> [Task objective]
Nothing but an exact copy of the records is expected here.

> [Record extracts]

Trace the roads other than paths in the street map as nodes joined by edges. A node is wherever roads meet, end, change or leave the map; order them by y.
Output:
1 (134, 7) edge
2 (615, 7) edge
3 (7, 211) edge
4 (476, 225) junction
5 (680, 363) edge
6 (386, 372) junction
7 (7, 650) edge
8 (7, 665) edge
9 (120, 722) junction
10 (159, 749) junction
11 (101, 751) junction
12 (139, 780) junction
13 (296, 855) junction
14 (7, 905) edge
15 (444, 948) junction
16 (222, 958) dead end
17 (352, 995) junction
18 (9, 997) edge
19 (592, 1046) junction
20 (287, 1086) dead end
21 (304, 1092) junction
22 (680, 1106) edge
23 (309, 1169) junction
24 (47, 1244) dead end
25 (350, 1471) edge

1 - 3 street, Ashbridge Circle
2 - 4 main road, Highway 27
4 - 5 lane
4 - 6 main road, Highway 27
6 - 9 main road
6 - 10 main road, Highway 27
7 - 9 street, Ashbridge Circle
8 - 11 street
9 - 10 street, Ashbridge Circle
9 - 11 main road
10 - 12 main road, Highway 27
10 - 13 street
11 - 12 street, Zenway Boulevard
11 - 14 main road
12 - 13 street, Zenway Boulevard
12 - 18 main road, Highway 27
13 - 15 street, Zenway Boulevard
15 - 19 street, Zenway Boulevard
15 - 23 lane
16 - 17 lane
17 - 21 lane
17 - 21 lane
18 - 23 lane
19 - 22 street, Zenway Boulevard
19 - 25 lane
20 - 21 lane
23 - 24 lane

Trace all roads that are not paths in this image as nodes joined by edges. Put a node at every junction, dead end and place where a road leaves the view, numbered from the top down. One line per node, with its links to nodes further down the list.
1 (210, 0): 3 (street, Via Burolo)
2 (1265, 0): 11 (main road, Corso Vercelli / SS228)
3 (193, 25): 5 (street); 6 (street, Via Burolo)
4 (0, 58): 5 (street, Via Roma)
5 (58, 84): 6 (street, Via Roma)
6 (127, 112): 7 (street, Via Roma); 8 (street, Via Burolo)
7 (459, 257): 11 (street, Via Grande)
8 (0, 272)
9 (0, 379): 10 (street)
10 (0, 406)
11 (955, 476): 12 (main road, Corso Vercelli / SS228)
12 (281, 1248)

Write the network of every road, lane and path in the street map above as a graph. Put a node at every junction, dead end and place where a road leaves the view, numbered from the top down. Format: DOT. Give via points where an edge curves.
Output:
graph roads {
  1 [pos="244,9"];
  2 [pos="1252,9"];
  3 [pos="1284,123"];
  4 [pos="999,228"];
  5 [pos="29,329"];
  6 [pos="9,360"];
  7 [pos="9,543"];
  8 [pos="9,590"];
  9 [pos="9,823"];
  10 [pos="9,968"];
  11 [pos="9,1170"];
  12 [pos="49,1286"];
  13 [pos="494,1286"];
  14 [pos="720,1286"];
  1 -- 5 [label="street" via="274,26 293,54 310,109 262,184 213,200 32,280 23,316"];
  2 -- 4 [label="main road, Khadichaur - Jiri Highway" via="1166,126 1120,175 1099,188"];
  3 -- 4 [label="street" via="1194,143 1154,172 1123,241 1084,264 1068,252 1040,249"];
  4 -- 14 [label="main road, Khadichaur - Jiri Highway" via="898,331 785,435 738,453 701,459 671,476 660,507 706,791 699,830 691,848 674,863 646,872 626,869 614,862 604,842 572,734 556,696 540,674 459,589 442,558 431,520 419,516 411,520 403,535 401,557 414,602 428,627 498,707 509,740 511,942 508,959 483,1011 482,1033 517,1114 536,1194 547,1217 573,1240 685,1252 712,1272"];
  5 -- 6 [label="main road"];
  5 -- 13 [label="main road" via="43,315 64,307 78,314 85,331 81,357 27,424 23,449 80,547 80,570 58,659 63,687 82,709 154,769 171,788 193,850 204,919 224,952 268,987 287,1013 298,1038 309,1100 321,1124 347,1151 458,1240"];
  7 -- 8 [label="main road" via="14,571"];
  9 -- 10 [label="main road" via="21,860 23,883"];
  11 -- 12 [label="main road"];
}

> [Solution for this task]
Trace the roads other than paths in the street map as nodes joined by edges. A node is wherever roads meet, end, change or leave the map; order them by y.
Output:
1 (134, 7) edge
2 (615, 7) edge
3 (7, 211) edge
4 (476, 225) junction
5 (680, 363) edge
6 (386, 372) junction
7 (7, 650) edge
8 (7, 665) edge
9 (120, 722) junction
10 (159, 749) junction
11 (101, 751) junction
12 (139, 780) junction
13 (296, 855) junction
14 (7, 905) edge
15 (444, 948) junction
16 (222, 958) dead end
17 (352, 995) junction
18 (9, 997) edge
19 (592, 1046) junction
20 (287, 1086) dead end
21 (304, 1092) junction
22 (680, 1106) edge
23 (309, 1169) junction
24 (47, 1244) dead end
25 (350, 1471) edge

1 - 3 street, Ashbridge Circle
2 - 4 main road, Highway 27
4 - 5 lane
4 - 6 main road, Highway 27
6 - 9 main road
6 - 10 main road, Highway 27
7 - 9 street, Ashbridge Circle
8 - 11 street
9 - 10 street, Ashbridge Circle
9 - 11 main road
10 - 12 main road, Highway 27
10 - 13 street
11 - 12 street, Zenway Boulevard
11 - 14 main road
12 - 13 street, Zenway Boulevard
12 - 18 main road, Highway 27
13 - 15 street, Zenway Boulevard
15 - 19 street, Zenway Boulevard
15 - 23 lane
16 - 17 lane
17 - 21 lane
17 - 21 lane
18 - 23 lane
19 - 22 street, Zenway Boulevard
19 - 25 lane
20 - 21 lane
23 - 24 lane

Trace all roads that are not paths in this image as nodes joined by edges. Put a node at every junction, dead end and place where a road leaves the view, numbered from the top down. One line per node, with its links to nodes further down the list.
1 (210, 0): 3 (street, Via Burolo)
2 (1265, 0): 11 (main road, Corso Vercelli / SS228)
3 (193, 25): 5 (street); 6 (street, Via Burolo)
4 (0, 58): 5 (street, Via Roma)
5 (58, 84): 6 (street, Via Roma)
6 (127, 112): 7 (street, Via Roma); 8 (street, Via Burolo)
7 (459, 257): 11 (street, Via Grande)
8 (0, 272)
9 (0, 379): 10 (street)
10 (0, 406)
11 (955, 476): 12 (main road, Corso Vercelli / SS228)
12 (281, 1248)

Write the network of every road, lane and path in the street map above as a graph. Put a node at every junction, dead end and place where a road leaves the view, numbered from the top down. Format: DOT. Give via points where an edge curves.
Output:
graph roads {
  1 [pos="244,9"];
  2 [pos="1252,9"];
  3 [pos="1284,123"];
  4 [pos="999,228"];
  5 [pos="29,329"];
  6 [pos="9,360"];
  7 [pos="9,543"];
  8 [pos="9,590"];
  9 [pos="9,823"];
  10 [pos="9,968"];
  11 [pos="9,1170"];
  12 [pos="49,1286"];
  13 [pos="494,1286"];
  14 [pos="720,1286"];
  1 -- 5 [label="street" via="274,26 293,54 310,109 262,184 213,200 32,280 23,316"];
  2 -- 4 [label="main road, Khadichaur - Jiri Highway" via="1166,126 1120,175 1099,188"];
  3 -- 4 [label="street" via="1194,143 1154,172 1123,241 1084,264 1068,252 1040,249"];
  4 -- 14 [label="main road, Khadichaur - Jiri Highway" via="898,331 785,435 738,453 701,459 671,476 660,507 706,791 699,830 691,848 674,863 646,872 626,869 614,862 604,842 572,734 556,696 540,674 459,589 442,558 431,520 419,516 411,520 403,535 401,557 414,602 428,627 498,707 509,740 511,942 508,959 483,1011 482,1033 517,1114 536,1194 547,1217 573,1240 685,1252 712,1272"];
  5 -- 6 [label="main road"];
  5 -- 13 [label="main road" via="43,315 64,307 78,314 85,331 81,357 27,424 23,449 80,547 80,570 58,659 63,687 82,709 154,769 171,788 193,850 204,919 224,952 268,987 287,1013 298,1038 309,1100 321,1124 347,1151 458,1240"];
  7 -- 8 [label="main road" via="14,571"];
  9 -- 10 [label="main road" via="21,860 23,883"];
  11 -- 12 [label="main road"];
}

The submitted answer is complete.